I don’t “feel bad” about this, I simply know that when I am doing things for my boys, I feel good. As Arthur Brooks says, sacrificing for my kids makes me happier. Not happy, but happier. It “fills my cup” fuller than it already may be.

To me, the right kind of sacrifice feels good. All parents will identify with having less time, sleep, energy, money, resources due to being a parent, particularly so when children are younger (though sometimes given modern economic factors that can continue well into adulthood!). Being a father, then, is a great example for me of “when sacrifice feels good”, I love to do things to support my boys.

However, my thoughts today then go to the word sacrifice and how we feel about it. First, a common definition of the word is: “to give up (something valued) for the sake of other considerations”. To “give up”. Hmm.

“Giving To” vs “Giving Up”

As a Dad, whenever I have done things for my children, even when it means I “sacrifice” “something valued” for myself, I always feel I am “giving to” them, not giving up something. I have positive energy towards that, so I struggle to identify with the word “sacrifice” when it comes to my boys.

Now, as often, I think and then write about connections to business and to leadership. In business, at the simplest level, people “sacrifice” their time and energy for a paycheque. They sacrifice in return for you paying them.

For thousands of years, this has been the economic bargain, and one that drove the industrial revolution and all capitalist economies. However, the compact between company and worker has been changing more and more over time, with the pandemic being akin to a war in terms of rapid change (as in “war is the locomotive of history” as famously said by Leon Trotsky at a time when trains were the height of speed of progress).

Thriving businesses don’t ignore this compact of “pay in return for time”, but they also look to treat their people well, not just with “perks”, but by listening to them, encouraging ideas and innovations from anywhere and everywhere, and seeing where they are inspired. A good company can simply pay their people just enough that they come to work and don’t quit to go elsewhere. A great company is more collaborative, they are in a relationship with their people, not simply in a transaction with them.

When people feel they are in a relationship rather than a transaction, they don’t feel as much that they are sacrificing anymore, aren’t “giving up” what they value, they (at least to some degree, though not like a parent with their child, nothing is like that!) are “giving to” something, to a business, even to an idea, perhaps even to an ideal? When you hear some businesses are “like a cult”, then in a lot of cases their people work far more and with far more passion and enthusiasm than “I’m just in it for the paycheque”, so this is worth considering at all levels for leaders.

What drives us apart from money?

As Dan Pink notes in his thoughts on what drives us, (tl;dr Purpose, Mastery, Autonomy), we humans will give to projects, ideas, causes huge amounts of our time, energy and passion, as once we are paid to a sufficient level, money is not what truly motivates us.
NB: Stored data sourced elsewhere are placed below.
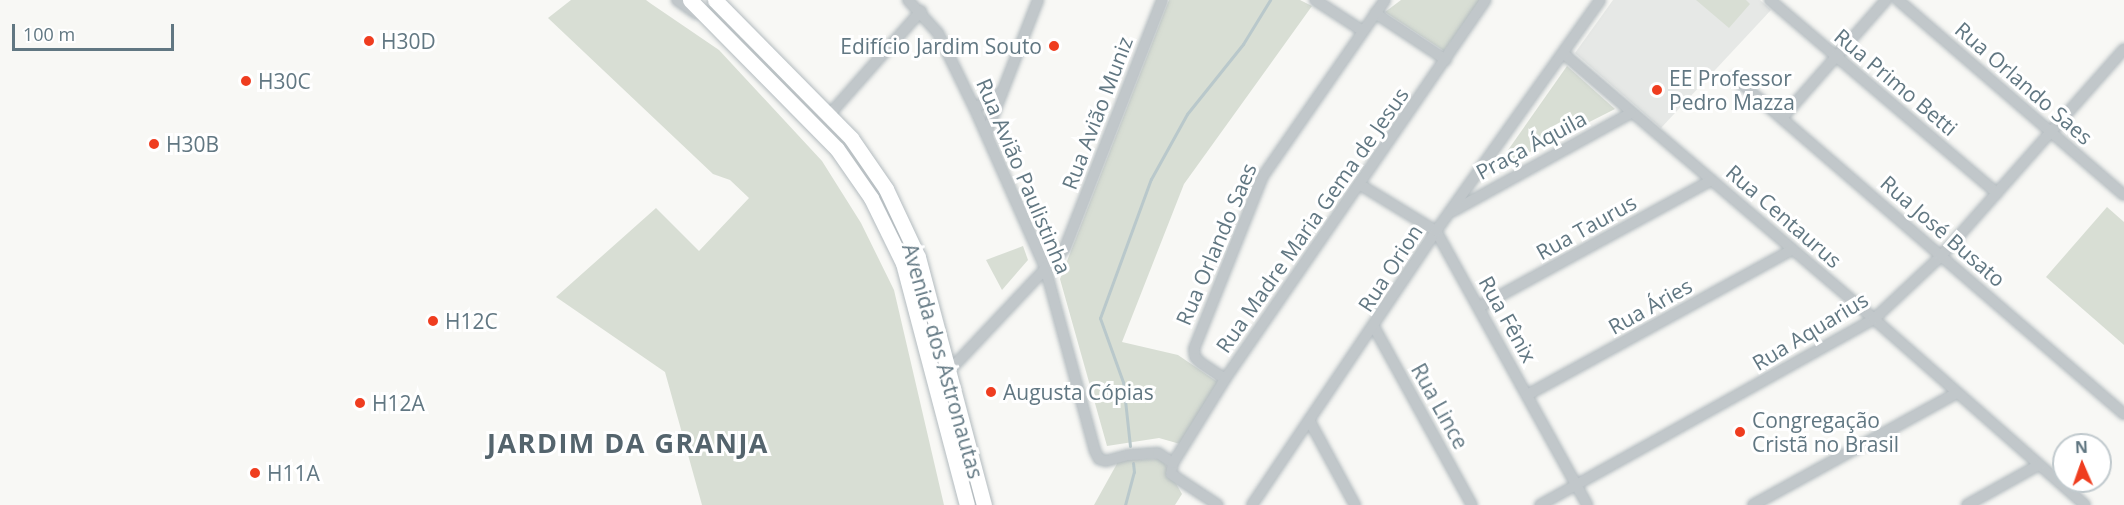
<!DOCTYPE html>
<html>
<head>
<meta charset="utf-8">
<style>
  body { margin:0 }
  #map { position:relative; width:2124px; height:505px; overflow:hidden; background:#f8f8f5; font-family:"Open Sans",sans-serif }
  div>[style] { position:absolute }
  .built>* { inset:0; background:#e6e8e6 }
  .green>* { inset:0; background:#d8ded4 }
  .stream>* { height:3px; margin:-1.5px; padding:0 1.5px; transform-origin:1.5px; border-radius:1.5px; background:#b9c8cb }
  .roads { filter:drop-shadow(0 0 2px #b3bbbf) drop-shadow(0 0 2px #b3bbbf) }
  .street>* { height:10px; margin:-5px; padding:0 5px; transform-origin:5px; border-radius:5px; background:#c1c7ca }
  .secondary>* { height:15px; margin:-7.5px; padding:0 7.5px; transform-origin:7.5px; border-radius:7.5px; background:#fff }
  .dots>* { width:16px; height:16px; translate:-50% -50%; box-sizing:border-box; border:3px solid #fff; border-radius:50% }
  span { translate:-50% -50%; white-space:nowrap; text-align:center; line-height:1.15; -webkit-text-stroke:6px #fff; paint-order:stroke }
  .poi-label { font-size:21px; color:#617782 }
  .left { translate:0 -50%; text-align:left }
  .right { translate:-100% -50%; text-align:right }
  .street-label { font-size:21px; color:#617782 }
  .district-label { font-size:27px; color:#54646d; font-weight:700; letter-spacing:1.5px }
  .north { position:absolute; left:2052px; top:433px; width:60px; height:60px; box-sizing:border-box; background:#fff; border:2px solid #c0c9cd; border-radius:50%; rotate:358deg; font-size:16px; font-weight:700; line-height:24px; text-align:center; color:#617782 }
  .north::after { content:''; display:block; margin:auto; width:21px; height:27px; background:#ef3d1f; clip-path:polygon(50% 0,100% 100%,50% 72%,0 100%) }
  .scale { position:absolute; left:12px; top:24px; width:162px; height:27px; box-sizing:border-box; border:3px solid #617782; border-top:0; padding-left:8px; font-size:18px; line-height:21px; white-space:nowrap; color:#617782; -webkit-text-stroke:4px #fff; paint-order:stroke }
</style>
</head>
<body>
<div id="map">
  <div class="built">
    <i style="clip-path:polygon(1613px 0,1760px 0,1771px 10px,1661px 128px,1575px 53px)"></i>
  </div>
  <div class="green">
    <i style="clip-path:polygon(571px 0,646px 0,650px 3px,719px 50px,822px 161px,861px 223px,894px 290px,944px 505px,702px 505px,665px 372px,556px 297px,656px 208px,699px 251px,749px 198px,730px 180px,713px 174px,548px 18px)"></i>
    <i style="clip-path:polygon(1169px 0,1300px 0,1312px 6px,1184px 184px,1122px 342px,1178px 355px,1219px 383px,1180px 444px,1159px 438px,1107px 446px,1060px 279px)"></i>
    <i style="clip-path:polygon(1401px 0,1480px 0,1444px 51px,1385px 12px)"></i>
    <i style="clip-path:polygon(1696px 0,1746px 0,1750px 4px,1729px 28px)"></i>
    <i style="clip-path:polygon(1567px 66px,1615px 109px,1494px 170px)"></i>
    <i style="clip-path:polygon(2107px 207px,2124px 222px,2124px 345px,2046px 277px)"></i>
    <i style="clip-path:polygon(1023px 246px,1028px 260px,1002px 290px,986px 260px)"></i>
    <i style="clip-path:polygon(1162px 459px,1182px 494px,1175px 505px,1094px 505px,1119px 460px)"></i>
  </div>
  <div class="stream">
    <i style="left:1130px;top:446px;width:64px;rotate:-96.2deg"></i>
    <i style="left:1123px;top:382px;width:68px;rotate:-109.8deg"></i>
    <i style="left:1100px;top:318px;width:148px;rotate:-69.9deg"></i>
    <i style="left:1151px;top:179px;width:74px;rotate:-61deg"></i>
    <i style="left:1187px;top:114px;width:90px;rotate:-51.3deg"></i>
    <i style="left:1243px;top:44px;width:52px;rotate:-58.5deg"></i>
    <i style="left:1125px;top:505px;width:34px;rotate:-75deg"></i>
    <i style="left:1134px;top:472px;width:9px;rotate:-96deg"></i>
  </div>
  <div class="roads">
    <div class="street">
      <i style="left:677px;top:0;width:24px;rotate:35deg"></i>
      <i style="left:908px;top:0;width:45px;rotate:47.7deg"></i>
      <i style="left:938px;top:33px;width:82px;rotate:64.1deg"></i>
      <i style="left:974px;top:107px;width:175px;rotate:66.1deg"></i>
      <i style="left:1045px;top:267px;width:191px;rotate:74.8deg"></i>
      <i style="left:1095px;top:451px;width:9px;rotate:63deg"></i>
      <i style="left:1099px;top:459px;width:7px;rotate:16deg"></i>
      <i style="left:1106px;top:461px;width:24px;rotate:-15deg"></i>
      <i style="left:1129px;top:455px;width:29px;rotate:-4deg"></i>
      <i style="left:1158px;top:453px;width:18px;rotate:34deg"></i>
      <i style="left:1173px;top:463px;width:11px;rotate:100deg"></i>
      <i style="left:1171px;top:474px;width:56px;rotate:33.4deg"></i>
      <i style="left:1315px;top:0;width:57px;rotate:32.9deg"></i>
      <i style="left:1770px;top:0;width:298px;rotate:40.4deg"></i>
      <i style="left:1898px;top:0;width:298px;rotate:40.8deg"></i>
      <i style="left:1375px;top:13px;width:85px;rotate:33.5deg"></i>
      <i style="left:1564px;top:54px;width:408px;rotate:40.5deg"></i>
      <i style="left:1874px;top:319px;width:281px;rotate:41.4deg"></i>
      <i style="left:1735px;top:78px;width:514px;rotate:40.82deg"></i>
      <i style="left:974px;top:107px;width:20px;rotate:-18deg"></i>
      <i style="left:993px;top:101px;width:12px;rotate:-48deg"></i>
      <i style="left:829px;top:115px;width:139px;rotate:-48.5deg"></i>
      <i style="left:1782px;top:118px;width:157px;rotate:-48.6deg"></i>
      <i style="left:986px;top:134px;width:144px;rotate:-68.8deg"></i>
      <i style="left:1359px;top:184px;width:90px;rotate:31.4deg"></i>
      <i style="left:1436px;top:231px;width:313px;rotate:61.1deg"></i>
      <i style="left:1453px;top:211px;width:203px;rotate:-28.8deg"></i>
      <i style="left:1479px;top:307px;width:265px;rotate:-28.6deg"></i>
      <i style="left:1374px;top:327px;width:203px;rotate:61.2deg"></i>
      <i style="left:949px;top:371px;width:169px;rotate:-46.7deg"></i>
      <i style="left:1065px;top:248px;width:266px;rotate:-68.6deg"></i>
      <i style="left:1225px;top:379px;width:29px;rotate:-146deg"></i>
      <i style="left:1201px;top:363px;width:8px;rotate:-135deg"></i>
      <i style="left:1195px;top:357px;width:8px;rotate:-97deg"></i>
      <i style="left:1194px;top:349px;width:186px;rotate:-68.3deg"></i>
      <i style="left:1263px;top:176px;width:214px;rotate:-55.3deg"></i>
      <i style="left:1527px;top:395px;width:302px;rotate:-28.7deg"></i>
      <i style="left:1309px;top:420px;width:97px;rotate:61.6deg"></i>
      <i style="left:1173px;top:463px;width:99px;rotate:-58.2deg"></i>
      <i style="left:1225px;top:379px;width:460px;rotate:-55.5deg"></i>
      <i style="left:1252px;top:505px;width:330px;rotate:-56.1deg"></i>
      <i style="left:1436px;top:231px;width:283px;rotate:-54.6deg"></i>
      <i style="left:1540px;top:505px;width:382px;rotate:-29.1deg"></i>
      <i style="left:1874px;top:319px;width:92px;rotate:-43.2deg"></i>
      <i style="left:1941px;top:256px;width:276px;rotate:-48.5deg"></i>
      <i style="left:1753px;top:505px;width:233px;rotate:-28.8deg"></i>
      <i style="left:1967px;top:505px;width:82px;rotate:-29.1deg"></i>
    </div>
    <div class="secondary">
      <i style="left:690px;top:0;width:209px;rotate:45.4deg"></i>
      <i style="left:837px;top:149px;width:60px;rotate:55.2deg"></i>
      <i style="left:871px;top:198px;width:72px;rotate:63.8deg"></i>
      <i style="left:903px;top:263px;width:250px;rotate:75.2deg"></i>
      <i style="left:715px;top:0;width:194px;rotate:45.4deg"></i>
      <i style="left:851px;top:138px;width:62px;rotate:55.5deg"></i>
      <i style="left:886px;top:189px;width:75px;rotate:64.8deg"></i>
      <i style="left:918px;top:257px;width:257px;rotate:75.1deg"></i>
    </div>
  </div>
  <div class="dots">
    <i style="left:369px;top:41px;background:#ef3d1f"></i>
    <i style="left:1054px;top:46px;background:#ef3d1f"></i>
    <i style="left:246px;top:81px;background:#ef3d1f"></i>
    <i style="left:1657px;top:90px;background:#ef3d1f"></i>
    <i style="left:154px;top:144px;background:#ef3d1f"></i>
    <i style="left:433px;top:321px;background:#ef3d1f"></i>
    <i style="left:991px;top:392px;background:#ef3d1f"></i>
    <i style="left:360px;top:403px;background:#ef3d1f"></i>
    <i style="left:1740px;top:432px;background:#ef3d1f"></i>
    <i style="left:255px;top:473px;background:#ef3d1f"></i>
  </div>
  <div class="poi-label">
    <span class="left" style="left:381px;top:41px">H30D</span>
    <span class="right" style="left:1042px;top:46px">Edifício Jardim Souto</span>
    <span class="left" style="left:1669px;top:90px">EE Professor<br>Pedro Mazza</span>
    <span class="left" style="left:258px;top:81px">H30C</span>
    <span class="left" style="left:166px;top:144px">H30B</span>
    <span class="left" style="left:445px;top:321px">H12C</span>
    <span class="left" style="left:1003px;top:392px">Augusta Cópias</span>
    <span class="left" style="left:372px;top:403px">H12A</span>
    <span class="left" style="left:1752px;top:432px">Congregação<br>Cristã no Brasil</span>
    <span class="left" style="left:267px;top:473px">H11A</span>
  </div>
  <div class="street-label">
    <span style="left:1896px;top:82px;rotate:40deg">Rua Primo Betti</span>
    <span style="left:2024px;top:83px;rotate:41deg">Rua Orlando Saes</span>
    <span style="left:1097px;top:113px;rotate:-69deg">Rua Avião Muniz</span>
    <span style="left:1531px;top:145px;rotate:-28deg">Praça Áquila</span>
    <span style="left:1024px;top:176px;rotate:67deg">Rua Avião Paulistinha</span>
    <span style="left:1784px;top:216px;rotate:41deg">Rua Centaurus</span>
    <span style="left:1312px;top:220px;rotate:-55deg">Rua Madre Maria Gema de Jesus</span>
    <span style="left:1586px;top:227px;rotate:-29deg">Rua Taurus</span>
    <span style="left:1943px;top:231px;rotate:41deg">Rua José Busato</span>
    <span style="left:1216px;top:244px;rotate:-67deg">Rua Orlando Saes</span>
    <span style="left:1390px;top:268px;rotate:-57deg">Rua Orion</span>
    <span style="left:1650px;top:306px;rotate:-29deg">Rua Áries</span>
    <span style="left:1508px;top:319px;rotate:61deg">Rua Fênix</span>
    <span style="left:1810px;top:331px;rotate:-31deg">Rua Aquarius</span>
    <span style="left:943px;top:361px;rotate:74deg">Avenida dos Astronautas</span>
    <span style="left:1440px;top:406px;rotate:61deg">Rua Lince</span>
  </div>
  <div class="district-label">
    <span style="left:628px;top:443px">JARDIM DA GRANJA</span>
  </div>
  <div class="north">N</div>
  <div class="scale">100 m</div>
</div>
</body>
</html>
See the ten minutes RSA Animate video below, one of the greatest talks I have ever heard and one I have shared with thousands of people.

In his talk, Dan gives great examples from business and beyond of where people give and give and give some more when they find something they want to give to.

Those people aren’t sacrificing, they are giving to, not giving up. So, thoughts of this Dad to leaders everywhere, think about how you can shift the dynamic with your people more and more from “giving up” to “giving to”.